O yüzden Merhum Ebu’l Hasen Eli En Nedvi’nin (ö.1999) Siyer-i Nebi kitabının girişindeki tespiti sık sık hatırlanmaya değerdir:

“Allah-ü Teala, niçin Kitabını, kitapla haşir neşir olan meşhur yerlerde göndermedi de, kitapla neredeyse hiç alakası olmayan Mekke’de gönderdi?”

Elbette bunun bize malum olan olmayan nice sebebi ve sırrı var.

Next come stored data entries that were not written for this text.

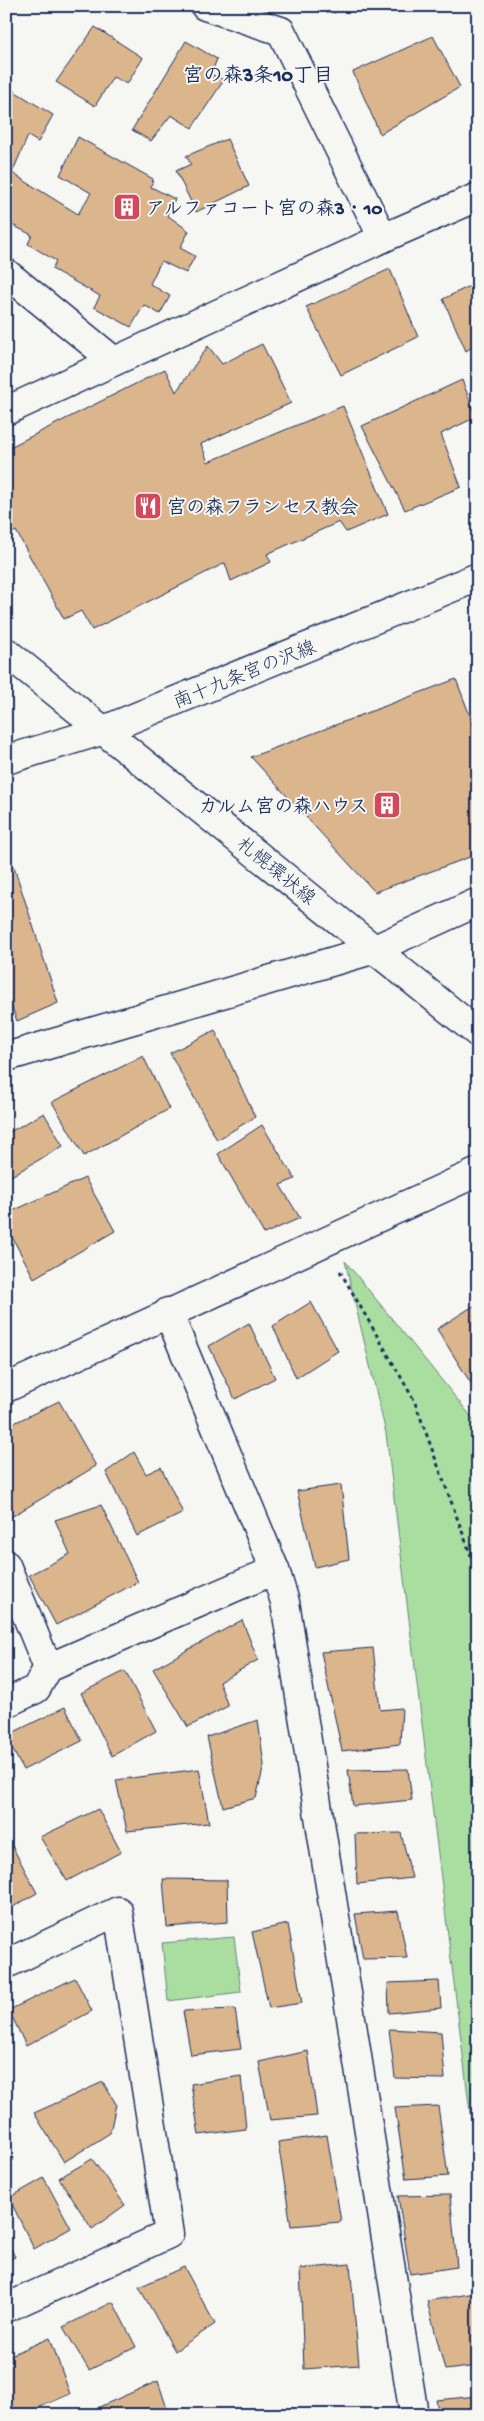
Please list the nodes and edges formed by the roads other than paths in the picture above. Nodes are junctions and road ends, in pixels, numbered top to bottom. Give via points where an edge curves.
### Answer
1 (205, 6) edge
2 (478, 197) edge
3 (383, 238) junction
4 (6, 273) edge
5 (114, 361) junction
6 (6, 412) edge
7 (478, 577) edge
8 (6, 652) edge
9 (104, 730) junction
10 (6, 760) edge
11 (478, 902) edge
12 (375, 949) junction
13 (478, 1033) edge
14 (6, 1057) edge
15 (478, 1172) edge
16 (168, 1312) junction
17 (6, 1388) edge
18 (6, 1565) edge
19 (275, 1570) junction
20 (48, 1668) junction
21 (6, 1703) edge
22 (6, 1964) edge
23 (6, 2308) edge
24 (414, 2415) edge

1 - 3 street via 281,31
2 - 3 street
3 - 5 street
4 - 5 street
5 - 6 street
7 - 9 street, 南十九条宮の沢線
8 - 9 street, 札幌環状線
9 - 10 street, 南十九条宮の沢線
9 - 12 street, 札幌環状線
11 - 12 street
12 - 13 street, 札幌環状線
12 - 14 street
15 - 16 street
16 - 17 street
16 - 19 street
18 - 20 street
19 - 20 street
19 - 24 street via 285,1602
20 - 21 street via 36,1689
22 - 23 street via 118,1911 169,2234

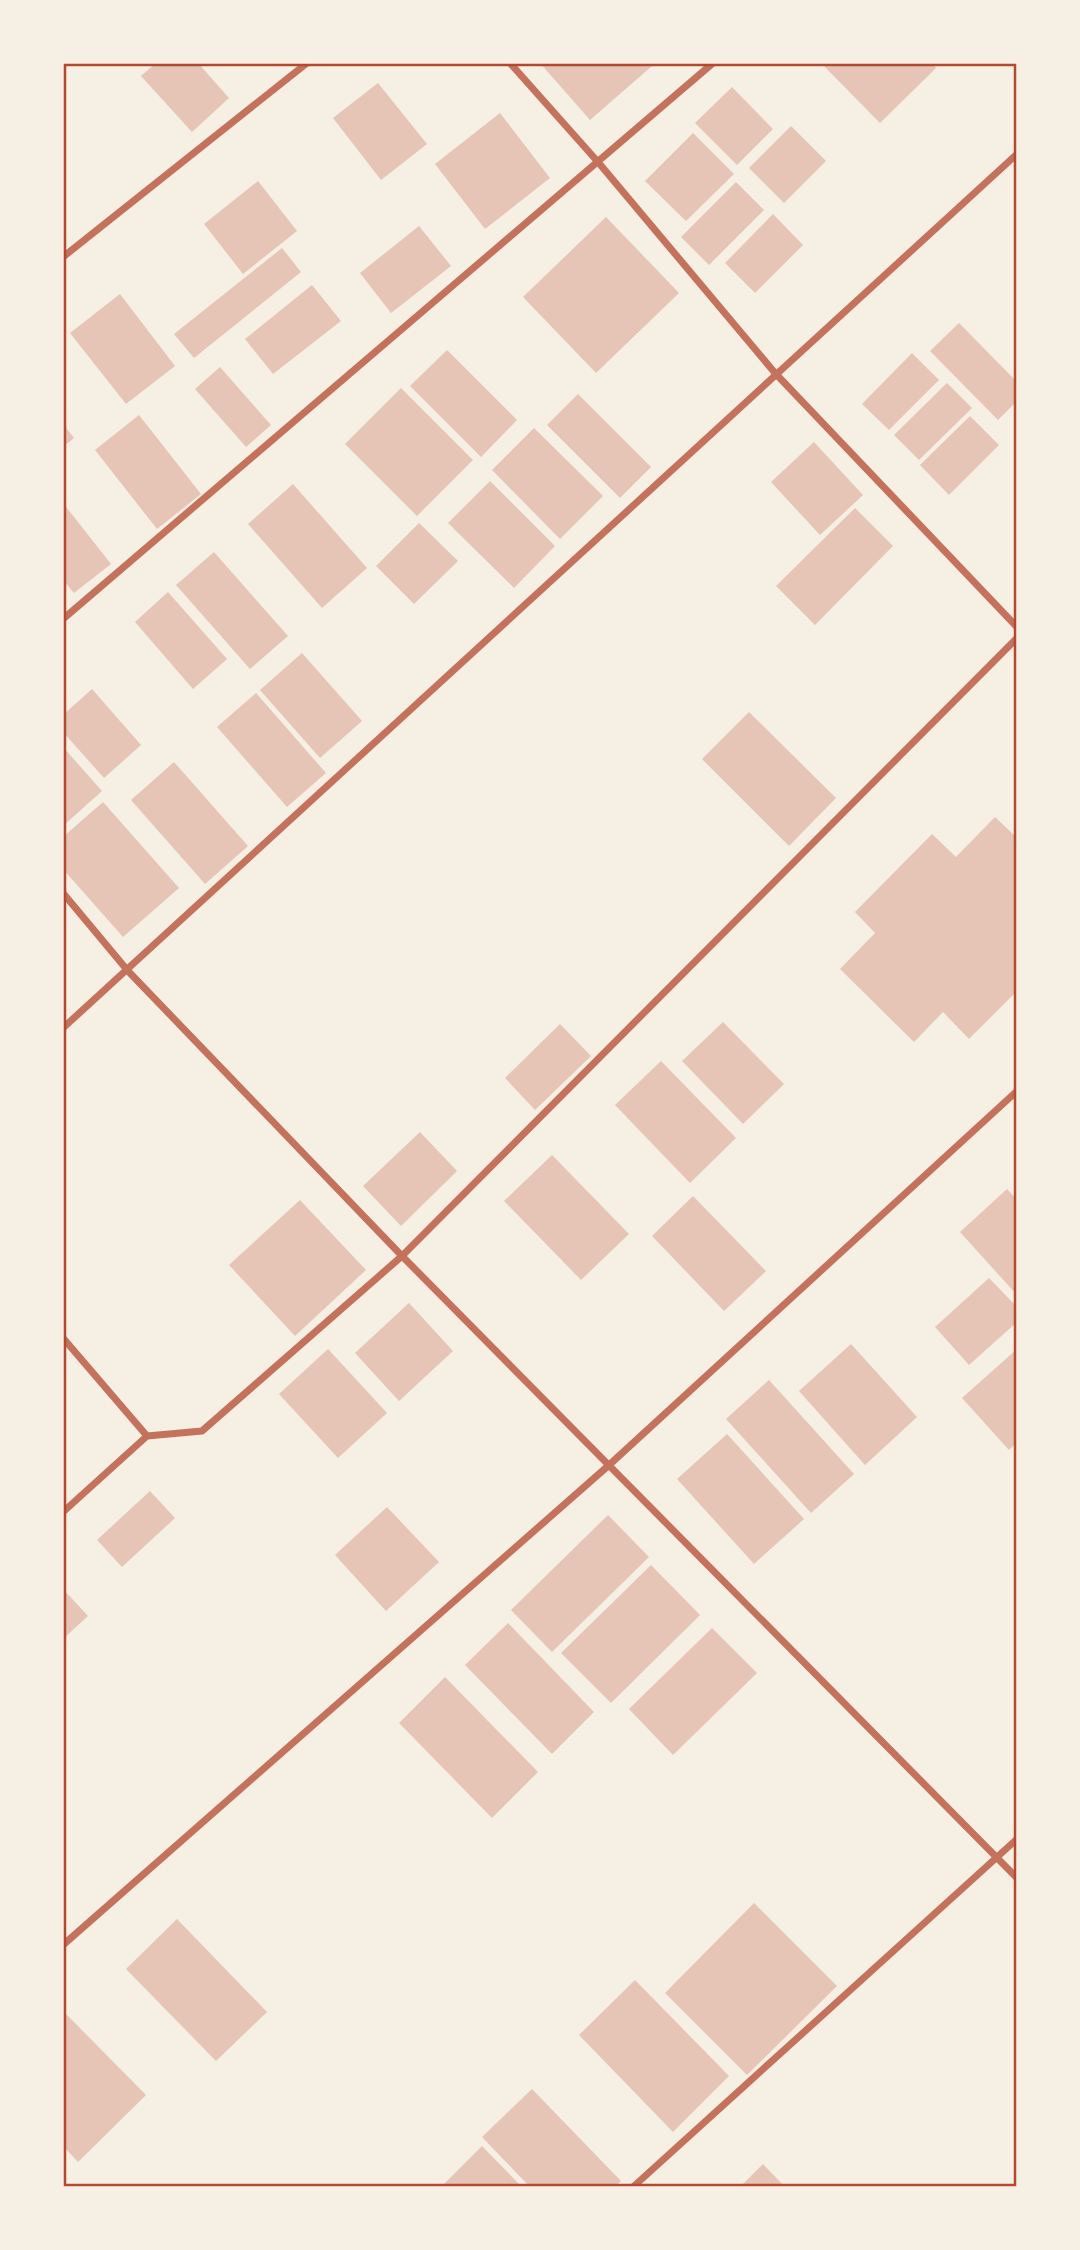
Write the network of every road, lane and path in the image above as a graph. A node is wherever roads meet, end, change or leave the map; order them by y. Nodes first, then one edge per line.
1 (307, 63) edge
2 (510, 63) edge
3 (713, 63) edge
4 (1017, 154) edge
5 (598, 162) junction
6 (63, 257) edge
7 (775, 373) junction
8 (63, 619) edge
9 (1017, 627) edge
10 (1017, 638) edge
11 (63, 893) edge
12 (128, 971) junction
13 (63, 1028) edge
14 (1017, 1091) edge
15 (402, 1256) junction
16 (63, 1338) edge
17 (147, 1436) junction
18 (608, 1466) junction
19 (63, 1512) edge
20 (1017, 1839) edge
21 (996, 1856) junction
22 (1017, 1878) edge
23 (63, 1945) edge
24 (633, 2187) edge

1 - 6 street
2 - 5 street
3 - 5 street
4 - 7 street
5 - 7 street
5 - 8 street
7 - 9 street
7 - 12 street
10 - 15 street
11 - 12 street
12 - 13 street
12 - 15 street
14 - 18 street
15 - 17 street
15 - 18 street
16 - 17 street
17 - 19 street
18 - 21 street
18 - 23 street
20 - 21 street
21 - 22 street
21 - 24 street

Yalnız bir hikmetini şöyle izah eder: “Eğer bu Kitabı, herkesin elinde Sokrates’in, Eflatun’un, Aristo’nun, Epikür’ün, Pisagor’un, Demokritus’un ve daha nicelerinin kitaplarıyla dolaştığı bir memelekete gönderseydi mesela Kurandaki oruç emrini oturup uzun uzun ele alacaklardı. Enine boyuna öyle tahliller, öyle çıkarımlar yapacaklar, öyle çetrefilli, öyle afilli laflar edeceklerdi ki, belki sonunda “bravo bravo” diye alkışlanacak fikirler üretecekler ama orucu tutmayacaklardı.”

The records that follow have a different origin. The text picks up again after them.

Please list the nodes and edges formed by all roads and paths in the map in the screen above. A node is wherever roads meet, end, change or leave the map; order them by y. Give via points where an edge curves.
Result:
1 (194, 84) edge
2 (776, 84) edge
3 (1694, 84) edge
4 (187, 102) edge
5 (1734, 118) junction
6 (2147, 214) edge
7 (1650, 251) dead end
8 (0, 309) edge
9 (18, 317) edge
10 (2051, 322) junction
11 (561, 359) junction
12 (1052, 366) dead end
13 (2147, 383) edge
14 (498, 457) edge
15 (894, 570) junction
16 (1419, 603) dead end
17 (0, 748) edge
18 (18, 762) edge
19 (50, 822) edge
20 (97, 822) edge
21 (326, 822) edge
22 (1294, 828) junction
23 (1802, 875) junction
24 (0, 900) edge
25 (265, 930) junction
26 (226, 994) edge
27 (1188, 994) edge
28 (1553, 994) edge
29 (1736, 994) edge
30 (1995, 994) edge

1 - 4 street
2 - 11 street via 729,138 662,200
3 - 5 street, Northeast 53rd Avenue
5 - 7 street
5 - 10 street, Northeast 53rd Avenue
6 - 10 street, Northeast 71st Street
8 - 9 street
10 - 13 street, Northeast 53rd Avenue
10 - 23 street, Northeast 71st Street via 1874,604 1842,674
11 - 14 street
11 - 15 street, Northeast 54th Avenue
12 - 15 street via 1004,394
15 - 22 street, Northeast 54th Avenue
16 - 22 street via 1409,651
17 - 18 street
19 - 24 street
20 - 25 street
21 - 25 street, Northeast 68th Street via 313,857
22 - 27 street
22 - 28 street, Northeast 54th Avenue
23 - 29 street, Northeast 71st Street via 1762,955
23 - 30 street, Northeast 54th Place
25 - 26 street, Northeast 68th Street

Oysa Hak Teâlâ, konuyu evvela tartışmaya kapatarak ne dedi:

“Oruç, üzerinize yazıldı..” (Bakara 183)

“Savaş, üzerinize yazıldı..” (Bakara 246)

“Kısas, üzerinize yazıldı..” (Bakara 178)

“Namaz, inananlara vakitleri belirli olarak yazıldı..” (Nisa 103)

Tıpkı askerdeki gibi: “Sana depo nöbeti yazıldı. Nizamiye nöbeti yazıldı. 3-5 nöbeti yazıldı.”

“Yazıldı” ifadesinin manası açık: Emri yerine getirmeme, itiraz etme, reddetme, mazeret sunma, soru sorma, erteleme, devretme, değiştirme, uzatma, kısaltma gibi hiçbir hakkın yok.

Şimdi vehn’in ve ölümü kötü görme hastalığının, inek kesme kıssasındaki tutumlarını sadece geçmişteki o malum kavmin tuhaflıkları sayıp kendimizden uzak görmekle hiç alakası yok mudur?

Tamam adındaki İslam kelimesini çıkararak içinde “İşbirliği Teşkilatı” ve “kınama” geçen cümleler duyunca midemiz bulandığından bunları mümkün mertebe dilimize almıyoruz.

Peki bu durum, Allah’ın ipine topluca sarılmayı iyilik ve takvada yardımlaşmayı, düşmana karşı kaynatılmış kurşun gibi kenetlenmeyi emreden ilâhi fermanların -hâşâ- pratiğini zedeler mi?

Birbirimizden uzaklaşarak boşalttığımız alanları yılanlar, çiyanlar, sırtlanlar dolduruyor. Sudan’daki boşluğu çöl akrepleri dolduruyor. Filistin’deki boşluğu yaban domuzları.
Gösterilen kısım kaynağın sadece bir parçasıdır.